[
https://issues.apache.org/jira/browse/CASSANDRA-4894?page=com.atlassian.jira.plugin.system.issuetabpanels:all-tabpanel
]
Yuki Morishita updated CASSANDRA-4894:
--------------------------------------
Attachment: 4894-1.2.txt
Patch attached to track count per number of merged rows.
For logging counters, I just append dump of counters to the end of compaction
log.
{code}
INFO [CompactionExecutor:1] 2012-12-17 15:22:53,528 CompactionTask.java (line
238) Compacted to
[/Users/yuki/.ccm/1.2/node1/data/system/local/system-local-ia-18-Data.db,].
957 to 629 (~65% of original) bytes for 1 keys at 0.017139MB/s. Time: 35ms.
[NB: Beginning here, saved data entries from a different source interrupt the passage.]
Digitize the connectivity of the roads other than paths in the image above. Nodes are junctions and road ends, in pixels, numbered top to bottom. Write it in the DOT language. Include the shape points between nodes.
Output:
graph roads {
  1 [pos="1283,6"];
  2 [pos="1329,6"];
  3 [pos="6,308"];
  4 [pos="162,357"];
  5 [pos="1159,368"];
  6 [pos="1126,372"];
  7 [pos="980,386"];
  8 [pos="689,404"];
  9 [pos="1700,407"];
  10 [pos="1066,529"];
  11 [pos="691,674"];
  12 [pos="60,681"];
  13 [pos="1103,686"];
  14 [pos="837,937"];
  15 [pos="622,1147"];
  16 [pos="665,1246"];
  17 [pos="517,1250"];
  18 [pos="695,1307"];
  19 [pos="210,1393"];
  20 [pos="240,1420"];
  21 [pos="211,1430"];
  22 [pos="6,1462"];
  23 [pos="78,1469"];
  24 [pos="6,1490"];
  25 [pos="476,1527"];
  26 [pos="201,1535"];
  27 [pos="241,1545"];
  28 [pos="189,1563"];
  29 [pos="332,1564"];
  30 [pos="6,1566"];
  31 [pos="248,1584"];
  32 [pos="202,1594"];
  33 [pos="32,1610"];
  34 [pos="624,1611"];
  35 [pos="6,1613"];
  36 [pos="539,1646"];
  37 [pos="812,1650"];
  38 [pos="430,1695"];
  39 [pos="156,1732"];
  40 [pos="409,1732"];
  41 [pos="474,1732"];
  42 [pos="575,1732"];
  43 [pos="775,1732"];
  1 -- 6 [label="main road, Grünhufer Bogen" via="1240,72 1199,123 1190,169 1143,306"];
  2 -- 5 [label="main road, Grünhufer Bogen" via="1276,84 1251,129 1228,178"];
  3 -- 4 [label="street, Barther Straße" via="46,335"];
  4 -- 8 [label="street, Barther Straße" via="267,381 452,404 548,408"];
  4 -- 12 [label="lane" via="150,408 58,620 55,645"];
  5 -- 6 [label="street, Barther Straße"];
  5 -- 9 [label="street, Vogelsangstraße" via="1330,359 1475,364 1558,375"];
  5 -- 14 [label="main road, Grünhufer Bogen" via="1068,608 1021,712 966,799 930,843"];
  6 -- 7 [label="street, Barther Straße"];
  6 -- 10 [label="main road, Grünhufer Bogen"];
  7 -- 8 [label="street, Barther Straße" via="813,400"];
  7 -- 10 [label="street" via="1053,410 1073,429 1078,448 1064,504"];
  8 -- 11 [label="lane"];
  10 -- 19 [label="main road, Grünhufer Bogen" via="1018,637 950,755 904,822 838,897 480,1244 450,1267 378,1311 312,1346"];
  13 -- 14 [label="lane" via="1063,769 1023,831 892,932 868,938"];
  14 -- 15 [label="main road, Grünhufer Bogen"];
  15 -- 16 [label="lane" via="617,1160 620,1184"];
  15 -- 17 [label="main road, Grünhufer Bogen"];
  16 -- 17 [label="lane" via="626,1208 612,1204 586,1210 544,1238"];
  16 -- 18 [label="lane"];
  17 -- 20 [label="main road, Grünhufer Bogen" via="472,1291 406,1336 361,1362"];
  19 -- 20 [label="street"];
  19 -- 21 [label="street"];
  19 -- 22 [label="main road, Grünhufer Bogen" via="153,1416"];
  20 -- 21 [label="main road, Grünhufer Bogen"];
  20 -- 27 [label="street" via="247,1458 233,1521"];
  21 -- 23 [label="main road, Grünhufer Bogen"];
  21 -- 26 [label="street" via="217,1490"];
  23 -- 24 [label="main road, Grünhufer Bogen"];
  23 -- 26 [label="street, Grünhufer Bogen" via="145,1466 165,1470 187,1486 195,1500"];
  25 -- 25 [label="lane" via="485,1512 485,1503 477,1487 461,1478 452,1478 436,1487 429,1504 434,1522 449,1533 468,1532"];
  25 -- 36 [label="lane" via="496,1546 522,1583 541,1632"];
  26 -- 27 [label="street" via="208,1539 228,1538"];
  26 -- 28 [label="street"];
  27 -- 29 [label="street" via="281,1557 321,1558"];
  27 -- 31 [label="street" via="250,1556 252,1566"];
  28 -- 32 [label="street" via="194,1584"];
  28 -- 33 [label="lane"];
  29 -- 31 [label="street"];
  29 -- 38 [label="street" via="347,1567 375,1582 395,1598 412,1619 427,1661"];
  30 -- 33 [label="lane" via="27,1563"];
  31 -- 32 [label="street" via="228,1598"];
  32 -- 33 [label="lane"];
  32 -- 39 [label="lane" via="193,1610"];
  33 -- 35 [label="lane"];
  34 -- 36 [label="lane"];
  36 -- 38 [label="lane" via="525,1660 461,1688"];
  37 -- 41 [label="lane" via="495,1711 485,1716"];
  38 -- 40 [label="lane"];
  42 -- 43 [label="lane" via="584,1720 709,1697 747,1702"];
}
Merged row stats: [0, 0, 0, 1].
{code}
'Merged row stats' part is newly added one. If there is better format, please
let me know.
> log number of combined/merged rows during a compaction
> ------------------------------------------------------
>
> Key: CASSANDRA-4894
> URL: https://issues.apache.org/jira/browse/CASSANDRA-4894
> Project: Cassandra
> Issue Type: Improvement
> Components: Core
> Reporter: Matthew F. Dennis
> Assignee: Yuki Morishita
> Priority: Minor
> Fix For: 1.2.1
>
> Attachments: 4894-1.2.txt
>
>
> we already log some details about compactions but it would be useful to know
> how many rows were merged (resulting in "useful" work) and how many were
> unique (representing "wasted work").
> the simple approach requires two additional counters (one for unique rows,
> one for merged rows). As the merge join is progressing if two or more rows
> are combined, tick the joined counter. If a row is simply copied tick the
> unique counter.
> a more complete solution would be to keep a separate count for each number of
> merges. This would require number_of_files_being_merged counters. If no
> rows were merged, tick counters[0], if two rows were merged tick counters[1]
> and so on
--
This message is automatically generated by JIRA.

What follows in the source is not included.